Cyclisme - Thomas Voeckler assume l'échec des Bleus aux championnats du monde
Le sélectionneur endosse la responsabilité du revers des Bleus, qu'il dirigeait pour la première fois dans un Mondial, et estime que Julian Alaphilippe (28e) n'a pas été battu sur sa vraie valeur.
JULIAN ALAPHILIPPE
« Il peut gagner le Tour de Lombardie, sans problème »

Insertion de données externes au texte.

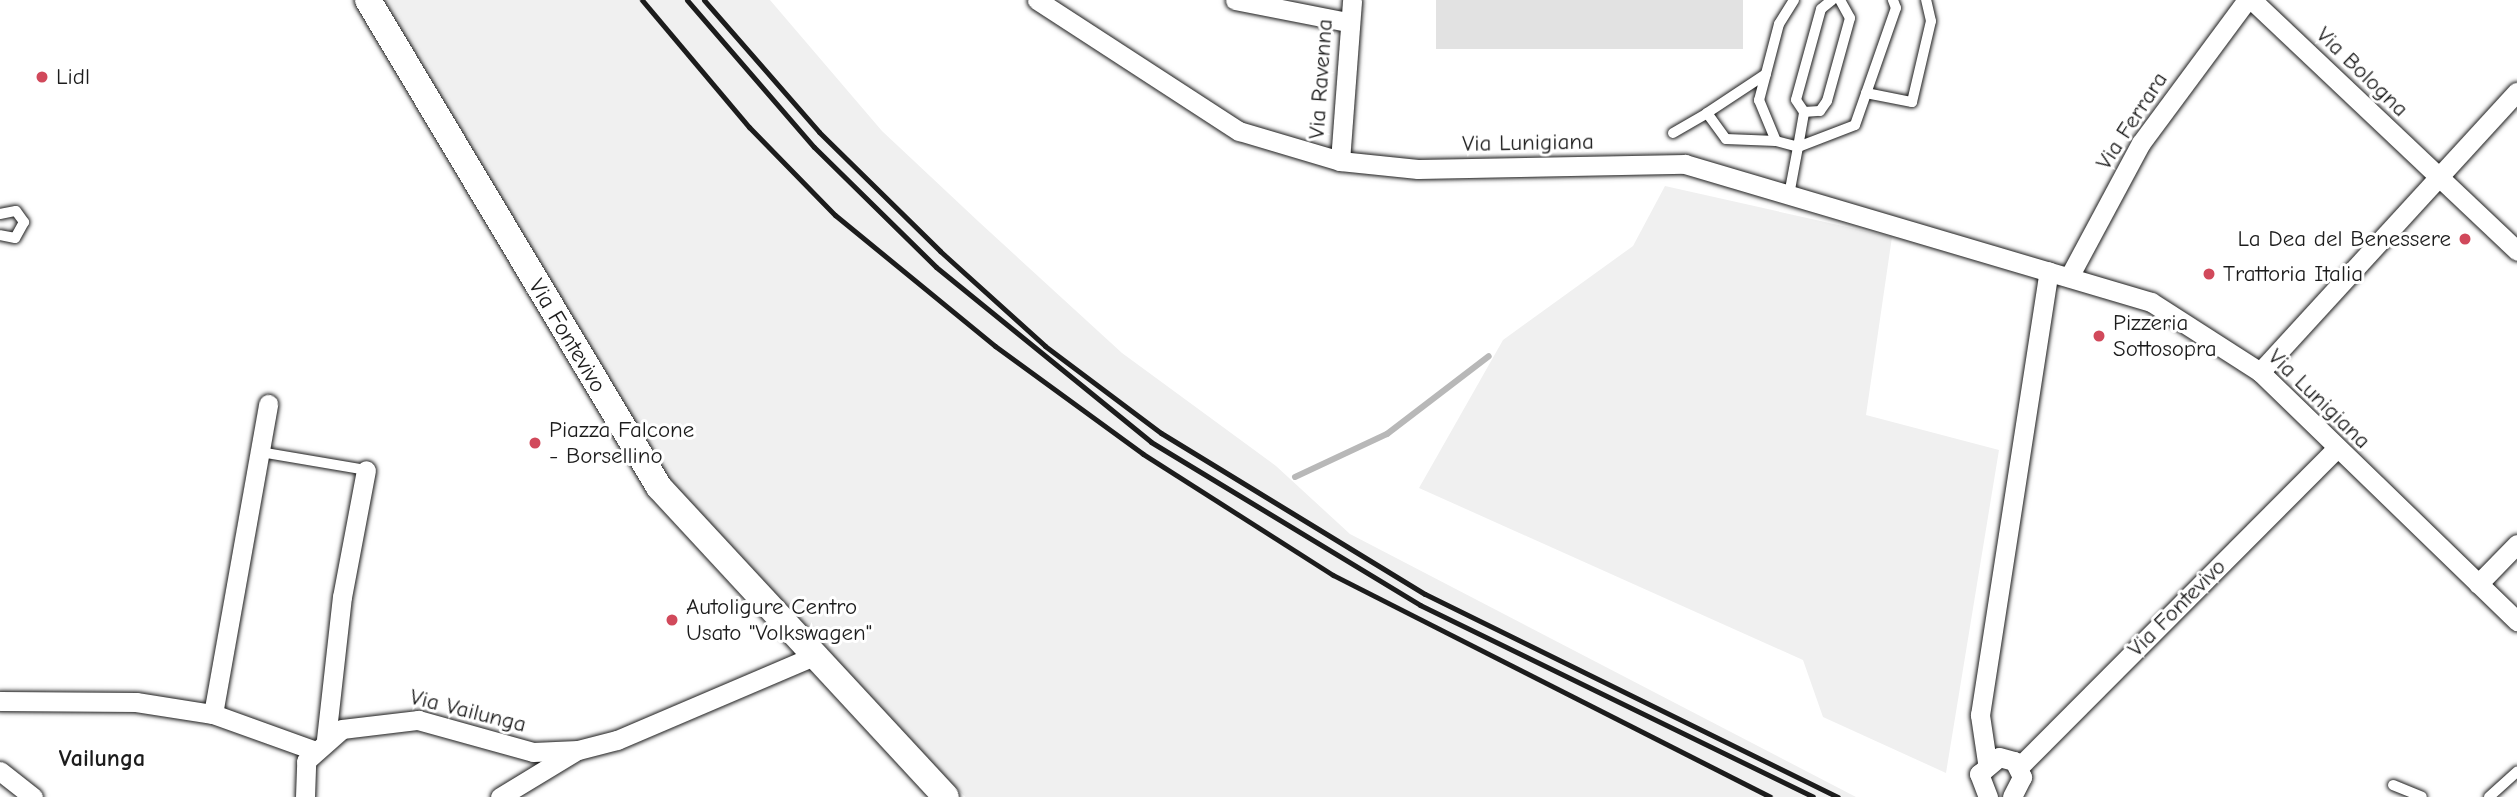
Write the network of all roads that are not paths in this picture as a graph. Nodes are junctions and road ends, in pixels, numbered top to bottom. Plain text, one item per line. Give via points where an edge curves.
1 (368, 0) edge
2 (1037, 0) edge
3 (1235, 0) edge
4 (1352, 0) edge
5 (1794, 0) edge
6 (1832, 0) edge
7 (1840, 0) edge
8 (1893, 0) edge
9 (2251, 1) edge
10 (1929, 2) edge
11 (1347, 22) junction
12 (2290, 26) dead end
13 (1766, 74) junction
14 (2517, 92) edge
15 (1866, 93) junction
16 (1804, 112) junction
17 (1707, 113) junction
18 (1673, 133) dead end
19 (1776, 141) junction
20 (1798, 147) junction
21 (1340, 161) junction
22 (2438, 180) junction
23 (1788, 196) junction
24 (1, 212) edge
25 (0, 235) edge
26 (2517, 251) edge
27 (2049, 271) junction
28 (2069, 278) junction
29 (2260, 372) junction
30 (268, 404) dead end
31 (2336, 449) junction
32 (260, 452) junction
33 (366, 470) joint
34 (2517, 544) edge
35 (2478, 584) junction
36 (2517, 621) edge
37 (816, 655) junction
38 (0, 701) edge
39 (213, 714) junction
40 (320, 744) junction
41 (578, 750) junction
42 (1987, 762) junction
43 (2019, 767) junction
44 (0, 771) edge
45 (2517, 772) edge
46 (2393, 785) dead end
47 (512, 794) edge
48 (2020, 795) edge
49 (33, 797) edge
50 (305, 797) edge
51 (946, 797) edge
52 (1986, 797) edge
53 (2422, 797) edge
54 (2489, 797) edge

1 - 37 street, Via Fontevivo via 635,452 659,487
2 - 21 street, Via Lunigiana via 1240,131
3 - 11 street
4 - 11 street, Via Ravenna
5 - 13 lane via 1779,24
6 - 16 lane via 1821,9 1796,100
7 - 16 lane via 1850,18 1827,101 1820,111
8 - 15 lane via 1896,8
9 - 12 street
9 - 22 street, Via Bologna
9 - 28 street, Via Ferrara via 2141,143
10 - 15 lane via 1931,21 1912,102
11 - 21 street, Via Ravenna
13 - 17 lane
13 - 19 lane via 1759,100
14 - 22 street
15 - 20 lane via 1855,125
16 - 20 lane
17 - 18 lane
17 - 19 lane via 1726,139
19 - 20 lane
20 - 23 lane
21 - 23 street, Via Lunigiana via 1418,169 1685,164
22 - 26 street, Via Bologna
22 - 29 street
23 - 27 street, Via Lunigiana
24 - 25 lane via 16,211 24,227 15,238
27 - 28 street, Via Lunigiana
27 - 42 street via 1980,715
28 - 29 street, Via Lunigiana via 2151,302
29 - 31 street, Via Lunigiana
30 - 32 street
31 - 35 street, Via Lunigiana
31 - 43 street, Via Fontevivo
32 - 33 lane
32 - 39 street
33 - 40 street
34 - 35 street
35 - 36 street, Via Lunigiana
37 - 41 street, Via Vailunga via 617,740
37 - 51 street, Via Fontevivo
38 - 39 street via 136,702
39 - 40 street
40 - 41 street, Via Vailunga via 342,729 397,718 533,752
40 - 50 street via 303,775
41 - 47 street, Via Vailunga
42 - 43 street via 2007,758
42 - 52 street via 1978,782
43 - 48 street
44 - 49 street
45 - 54 lane
46 - 53 lane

Julian Alaphilippe était très déçu dimanche soir, à Harrogate (Yorkshire). Pour lui, pour ses collègues de l'équipe, « des potes », qui ont bossé toute la journée sans résultat au bout de ce dimanche épouvantable d'un Championnat du monde disputé dans des conditions dantesques. « Il s'en voulait, mais il n'a pas à s'en vouloir, il n'a rien réclamé, ce n'est pas un échec pour lui, il n'a pas à prendre les choses pour lui. C'est moi qui ai décidé de courir de telle façon, et lui a fait son job. Il n'a pas eu la force d'y aller au moment opportun Je sais trop bien ce qu'est le vélo pour dire après coup : ''Il n' a pas été là''. » , décryptait hier Thomas Voecker, le sélectionneur des Bleus.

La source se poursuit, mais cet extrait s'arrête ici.